The new normal is a rude awakening for the communications industry.
It is a call to throw those tried, tested and carefully structured communications playbooks of the past out of the window. It is a nudge to shake off formulaic approaches and the so-called golden rules, which had worked well in our pre-Covid life. Many of these proven approaches have failed the stress-test of the pandemic. And now as the economy gradually reopens and we cautiously move into the ‘new normal’, it is time to reboot the industry.
We will be forever reinventing, changing the rules and adopting new models, which not surprisingly, take us back to the fundamentals of communications: Engaging audiences with inspiring messages aimed at behavioural change and moving people.
I see seven trends shaping the communications sector in the post-COVID-19 era, so here goes:
1 Large is resilient
The pandemic has impacted several small-sized firms that served ‘niche’ business sectors. When these industries, such as travel, tourism, hospitality, real estate and retail, were hit, they dragged down with them these boutique firms too. I started small and I feel their pain.
Now, evaluating the landscape, I see the value of scale in our industry: Agencies that are part of global networks, which are right-sized, demonstrated exceptional resilience. They are diversified yet lean and not tied to the fortunes of any one business sector.
The lesson from the crisis is that the communications industry will see more consolidation, mergers and even a few acquisitions. Expect more disruption.
2 Government communications will be the mainstay:
In February, just weeks before the coronavirus gained pandemic proportions, I was moderating the inaugural session of the PRovoke MENA Summit 2020. One of my observations was that government communications and the region’s National Champion companies will help leapfrog the value of Public Relations in the Middle East and North Africa to over US$1 billion by 2030.
Has my point of view changed? No, it has only been reinforced by the pandemic, which sees government communications gaining even more traction. The larger National Champion companies with a growing global footprint and ambition also scaled up their narratives because it was important, perhaps more than ever before, to demonstrate that they are steely warriors with unshakeable long-term objectives. On the flip side, several private sector companies were the first to cut retainers or go on pause mode; a mistaken move, no doubt prompted by short-term outlooks.
3 Purpose and profit are compatible partners
Corporate purpose will assume even more significance, and not at odds with profits. From product-push, corporate communications will increasingly be about problem-solving, and about how they can contribute to the community or champion a cause. That will mean revisiting corporate social responsibility policy, which many organisations have been doing with no real conviction.
Just as organisations define new strategies and business models and must find innovative ways to deliver value beyond profits, they will also need communications partners that can help restore stakeholder trust. In short, it is time to make your purpose real.

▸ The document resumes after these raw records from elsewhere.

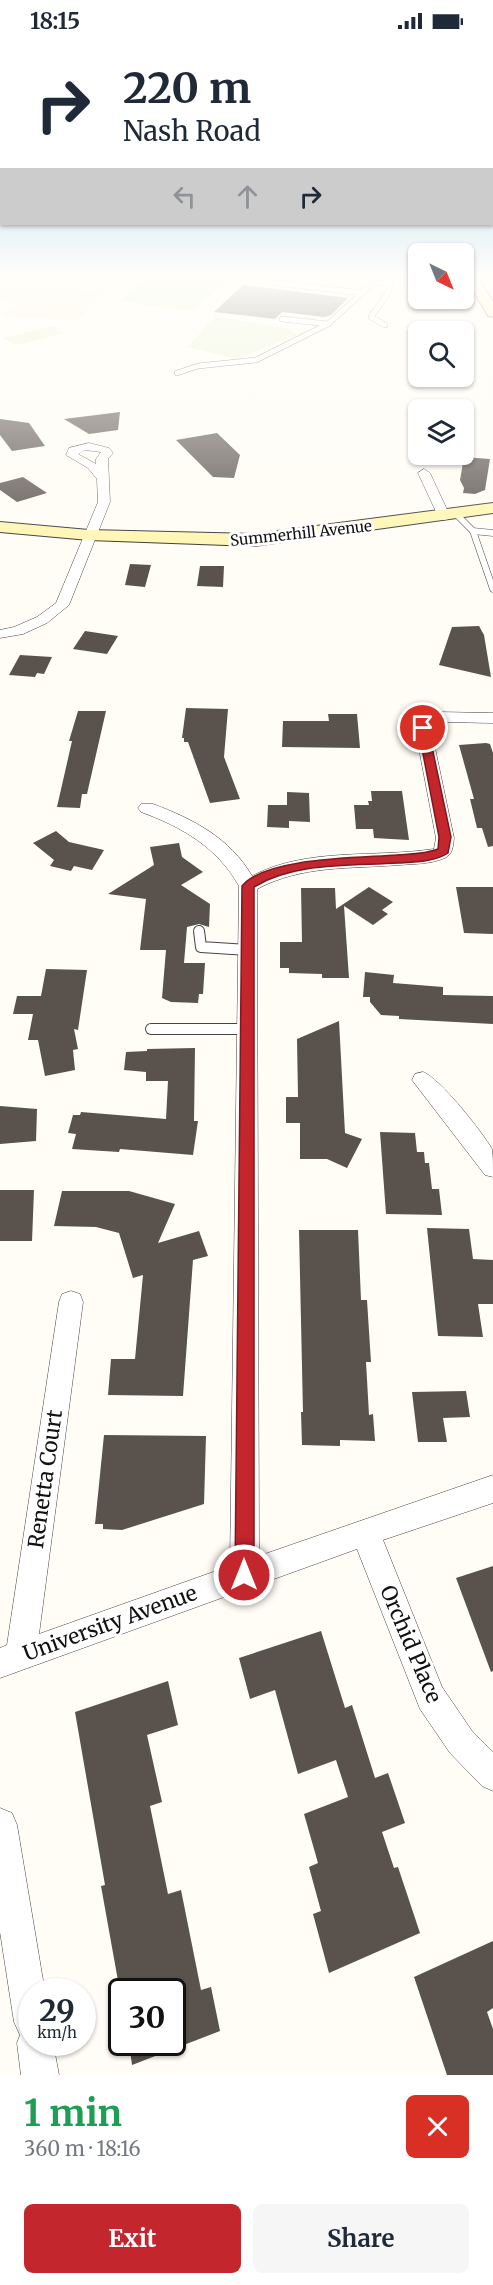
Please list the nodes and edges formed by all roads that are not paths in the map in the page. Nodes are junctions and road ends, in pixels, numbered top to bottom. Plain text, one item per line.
1 (424, 473) dead end
2 (104, 480) dead end
3 (493, 508) edge
4 (450, 515) junction
5 (0, 526) edge
6 (473, 531) junction
7 (493, 533) edge
8 (89, 535) junction
9 (493, 589) edge
10 (0, 634) edge
11 (493, 718) edge
12 (147, 808) dead end
13 (248, 886) junction
14 (199, 931) dead end
15 (248, 950) junction
16 (151, 1029) dead end
17 (246, 1029) junction
18 (423, 1080) dead end
19 (493, 1168) edge
20 (71, 1302) dead end
21 (493, 1490) edge
22 (364, 1532) junction
23 (244, 1575) junction
24 (11, 1659) edge
25 (493, 1775) edge
26 (0, 1825) edge
27 (25, 1978) edge
28 (37, 2056) edge
29 (40, 2075) edge

1 - 4 street
2 - 8 street
3 - 4 street, Summerhill Avenue
4 - 6 lane
4 - 8 street, Summerhill Avenue
5 - 8 street, Summerhill Avenue
6 - 7 lane
6 - 9 lane
8 - 10 street
11 - 13 street
12 - 13 street
13 - 15 street
14 - 15 lane
15 - 17 street
16 - 17 lane
17 - 23 street
18 - 19 street
20 - 24 street, Renetta Court
21 - 22 street, University Avenue
22 - 23 street, University Avenue
22 - 25 street, Orchid Place
23 - 24 street, University Avenue
26 - 27 street
28 - 29 street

We can see this globally with Nike and Colin Kaepernick, and the #BlackLivesMatter movement. Or with Patagonia and its environmental position. On the other end of the spectrum, you see Facebook facing a growing boycott by its advertisers, including small businesses and large corporates, for its ‘irresponsible’ handling of misinformation and hate speech. I see a new focus on Corporate Purpose in the region.
4 Rise of local talent and genuine employee engagement
I have always advocated the decisive role that local talent plays in shaping our regional sector. More so now. Organisations will increasingly seek talent who understand local nuances. The new normal will see Arabic talent bloom and thrive, so will expat talent with deep knowledge of the region. For organisations and agencies, the new normal will be one when employee engagement and internal communications will assume greater significance. People will continue to be the major differentiator and keeping them engaged, empowered and motivated is key.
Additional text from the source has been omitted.